Elizabeth s’arrangea pour se placer à côté de sa tante. Elles commencèrent naturellement par s’entretenir de Jane, et Elizabeth apprit avec plus de peine que de surprise que sa sœur, malgré ses efforts pour se dominer, avait encore des moments d’abattement. Mrs. Gardiner donna aussi quelques détails sur la visite de miss Bingley et rapporta plusieurs conversations qu’elle avait eues avec Jane, qui prouvaient que la jeune fille avait renoncé à cette relation d’une façon définitive.
Mrs.

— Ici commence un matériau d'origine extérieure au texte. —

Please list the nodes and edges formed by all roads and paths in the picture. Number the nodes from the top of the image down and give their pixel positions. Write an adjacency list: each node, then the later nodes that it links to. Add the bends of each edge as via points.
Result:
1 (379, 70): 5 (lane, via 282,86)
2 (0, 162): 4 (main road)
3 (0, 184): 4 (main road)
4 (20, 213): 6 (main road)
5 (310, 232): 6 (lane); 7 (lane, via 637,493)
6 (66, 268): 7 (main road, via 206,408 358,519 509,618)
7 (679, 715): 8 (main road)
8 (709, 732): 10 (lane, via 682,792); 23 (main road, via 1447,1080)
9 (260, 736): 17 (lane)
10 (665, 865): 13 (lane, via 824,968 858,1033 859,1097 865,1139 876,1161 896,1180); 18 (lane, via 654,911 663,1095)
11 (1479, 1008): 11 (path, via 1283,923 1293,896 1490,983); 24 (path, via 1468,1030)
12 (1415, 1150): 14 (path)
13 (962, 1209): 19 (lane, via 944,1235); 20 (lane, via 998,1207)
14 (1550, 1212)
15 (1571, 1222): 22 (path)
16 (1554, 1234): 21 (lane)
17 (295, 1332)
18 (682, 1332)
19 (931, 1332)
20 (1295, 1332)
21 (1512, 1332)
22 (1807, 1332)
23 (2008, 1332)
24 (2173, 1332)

Gardiner plaisanta ensuite sa nièce sur l’infidélité de Wickham et la félicita de prendre les choses d’une âme si tranquille.
– Mais comment est donc cette miss King ? Il me serait pénible de penser que notre ami ait l’âme vénale.
– Pourriez-vous me dire, ma chère tante, quelle est la différence entre la vénalité et la prudence ? Où finit l’une et où commence l’autre ? À Noël, vous aviez peur qu’il ne m’épousât ; vous regardiez ce mariage comme une imprudence, et maintenant qu’il cherche à épouser une jeune fille pourvue d’une modeste dot de dix mille livres, vous voilà prête à le taxer de vénalité !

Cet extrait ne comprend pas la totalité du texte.